• [Exercise details]:
Look through the listing below for the string "nodes". Say how many lines hold it, and nothing else.

── Data shown ──

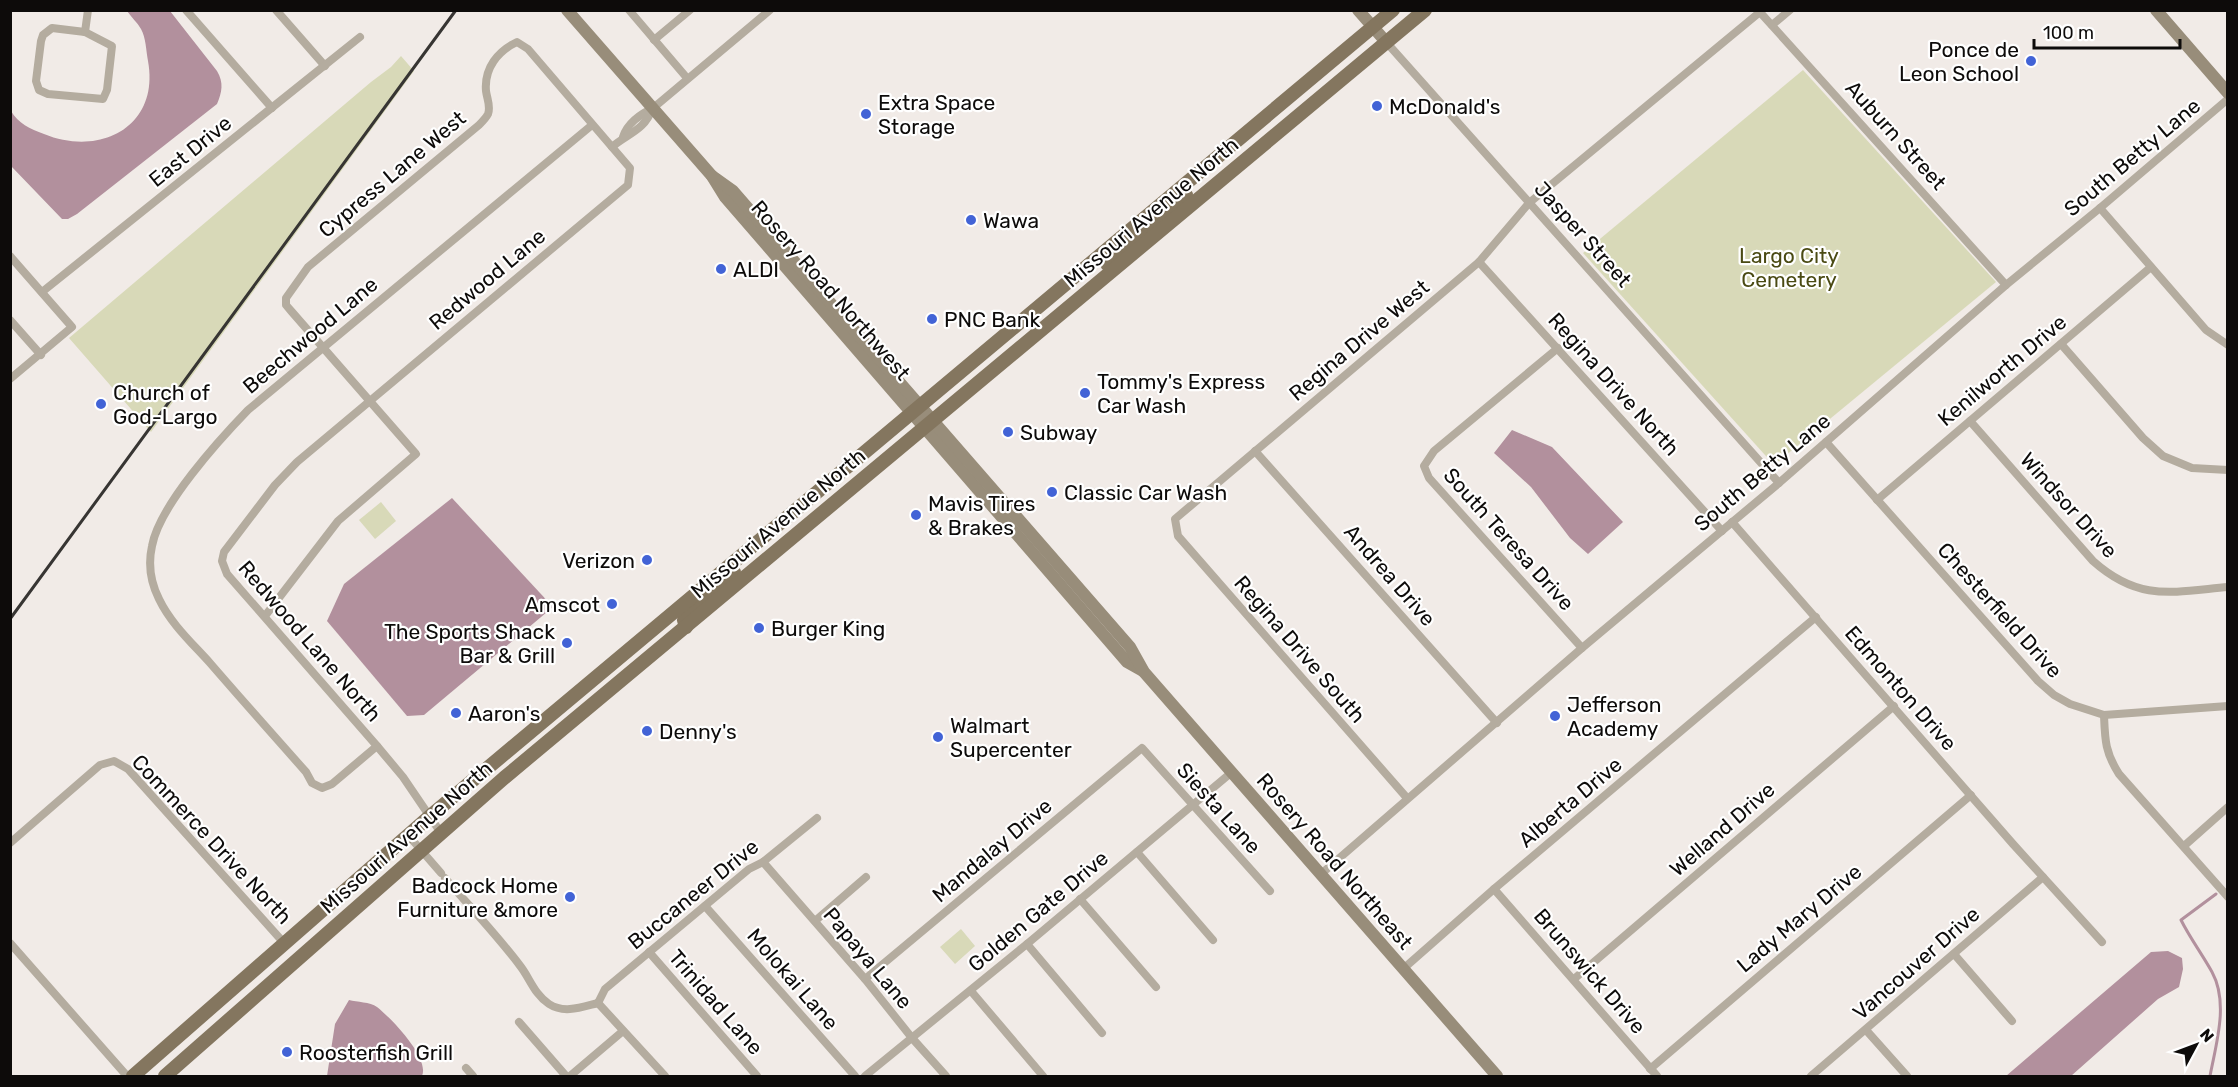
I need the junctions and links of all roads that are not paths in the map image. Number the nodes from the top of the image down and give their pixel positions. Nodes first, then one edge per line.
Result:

───
── Data shown ──

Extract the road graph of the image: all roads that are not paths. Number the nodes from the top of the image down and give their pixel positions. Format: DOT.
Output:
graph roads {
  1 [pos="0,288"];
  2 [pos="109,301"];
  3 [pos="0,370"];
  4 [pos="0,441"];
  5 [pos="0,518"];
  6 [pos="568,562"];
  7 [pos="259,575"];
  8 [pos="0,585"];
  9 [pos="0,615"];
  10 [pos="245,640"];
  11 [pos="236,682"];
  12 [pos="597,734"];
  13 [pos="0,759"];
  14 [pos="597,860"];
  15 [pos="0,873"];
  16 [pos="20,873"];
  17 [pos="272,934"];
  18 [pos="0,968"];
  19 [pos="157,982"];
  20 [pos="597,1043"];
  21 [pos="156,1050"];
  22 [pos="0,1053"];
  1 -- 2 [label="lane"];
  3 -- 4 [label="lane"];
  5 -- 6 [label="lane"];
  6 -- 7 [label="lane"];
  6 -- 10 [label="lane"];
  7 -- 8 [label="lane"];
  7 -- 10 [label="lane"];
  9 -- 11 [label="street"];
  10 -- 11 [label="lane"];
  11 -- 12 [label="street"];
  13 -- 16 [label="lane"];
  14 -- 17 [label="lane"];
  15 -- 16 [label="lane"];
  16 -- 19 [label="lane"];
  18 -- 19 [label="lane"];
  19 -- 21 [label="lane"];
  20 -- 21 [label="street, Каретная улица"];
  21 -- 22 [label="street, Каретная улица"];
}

───
── Data shown ──

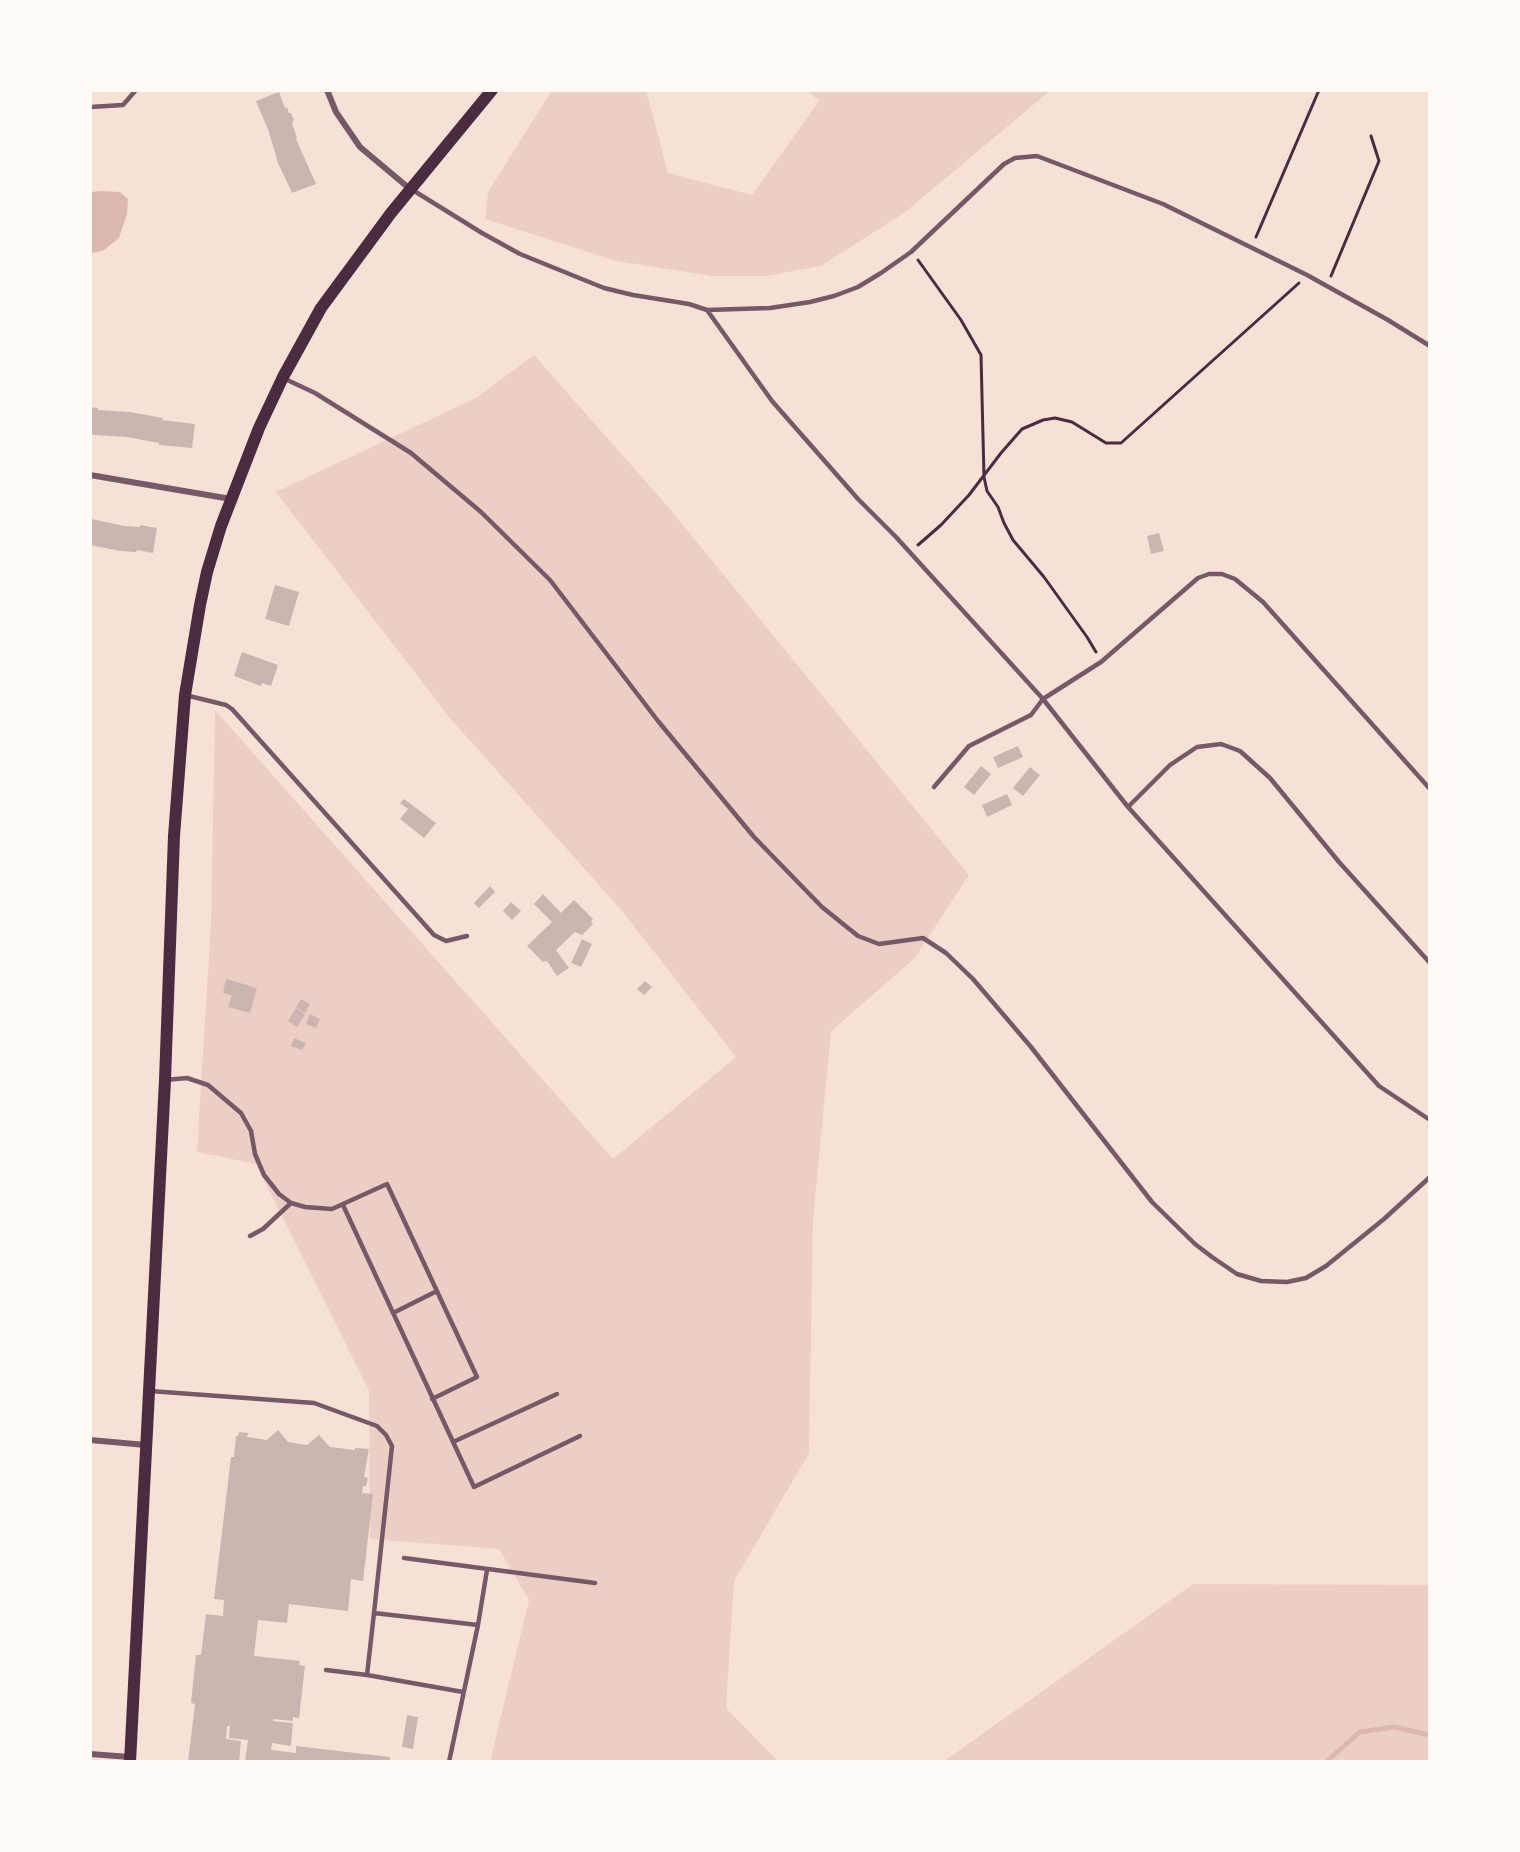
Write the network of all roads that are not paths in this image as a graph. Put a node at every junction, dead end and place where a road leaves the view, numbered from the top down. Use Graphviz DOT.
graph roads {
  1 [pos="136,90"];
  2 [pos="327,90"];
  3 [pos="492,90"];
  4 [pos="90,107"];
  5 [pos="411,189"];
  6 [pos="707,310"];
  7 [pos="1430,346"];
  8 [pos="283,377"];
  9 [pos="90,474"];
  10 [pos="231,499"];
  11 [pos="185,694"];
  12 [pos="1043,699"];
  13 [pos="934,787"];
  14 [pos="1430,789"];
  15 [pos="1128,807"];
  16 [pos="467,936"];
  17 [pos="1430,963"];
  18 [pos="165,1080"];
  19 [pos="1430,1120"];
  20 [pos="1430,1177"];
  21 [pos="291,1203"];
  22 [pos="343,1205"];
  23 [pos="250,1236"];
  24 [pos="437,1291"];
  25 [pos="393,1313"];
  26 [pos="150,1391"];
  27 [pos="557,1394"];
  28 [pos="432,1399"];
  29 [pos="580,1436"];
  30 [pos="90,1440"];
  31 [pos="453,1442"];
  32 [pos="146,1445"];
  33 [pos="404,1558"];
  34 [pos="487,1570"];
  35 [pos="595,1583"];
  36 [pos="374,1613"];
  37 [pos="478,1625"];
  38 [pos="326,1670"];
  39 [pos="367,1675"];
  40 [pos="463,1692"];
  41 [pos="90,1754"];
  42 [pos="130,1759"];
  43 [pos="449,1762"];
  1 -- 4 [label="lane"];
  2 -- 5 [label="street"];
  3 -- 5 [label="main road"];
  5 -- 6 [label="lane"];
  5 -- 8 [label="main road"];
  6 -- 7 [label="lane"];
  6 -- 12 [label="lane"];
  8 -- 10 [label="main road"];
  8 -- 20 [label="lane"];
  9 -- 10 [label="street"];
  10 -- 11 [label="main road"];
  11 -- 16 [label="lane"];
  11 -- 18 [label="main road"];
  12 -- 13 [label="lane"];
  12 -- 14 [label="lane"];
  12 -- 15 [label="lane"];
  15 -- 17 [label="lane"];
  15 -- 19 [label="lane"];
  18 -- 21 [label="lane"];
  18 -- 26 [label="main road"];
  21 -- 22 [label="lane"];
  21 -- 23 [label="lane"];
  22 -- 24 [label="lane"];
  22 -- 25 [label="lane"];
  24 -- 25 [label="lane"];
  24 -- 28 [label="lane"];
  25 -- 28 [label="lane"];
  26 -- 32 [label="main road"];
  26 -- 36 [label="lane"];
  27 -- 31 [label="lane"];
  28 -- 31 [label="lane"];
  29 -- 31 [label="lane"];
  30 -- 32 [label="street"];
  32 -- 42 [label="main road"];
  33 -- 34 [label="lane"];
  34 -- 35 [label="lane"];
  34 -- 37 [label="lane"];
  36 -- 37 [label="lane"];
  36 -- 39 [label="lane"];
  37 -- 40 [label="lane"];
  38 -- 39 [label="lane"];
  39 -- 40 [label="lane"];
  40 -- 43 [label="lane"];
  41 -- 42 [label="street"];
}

───

• [Output of the exercise]:
2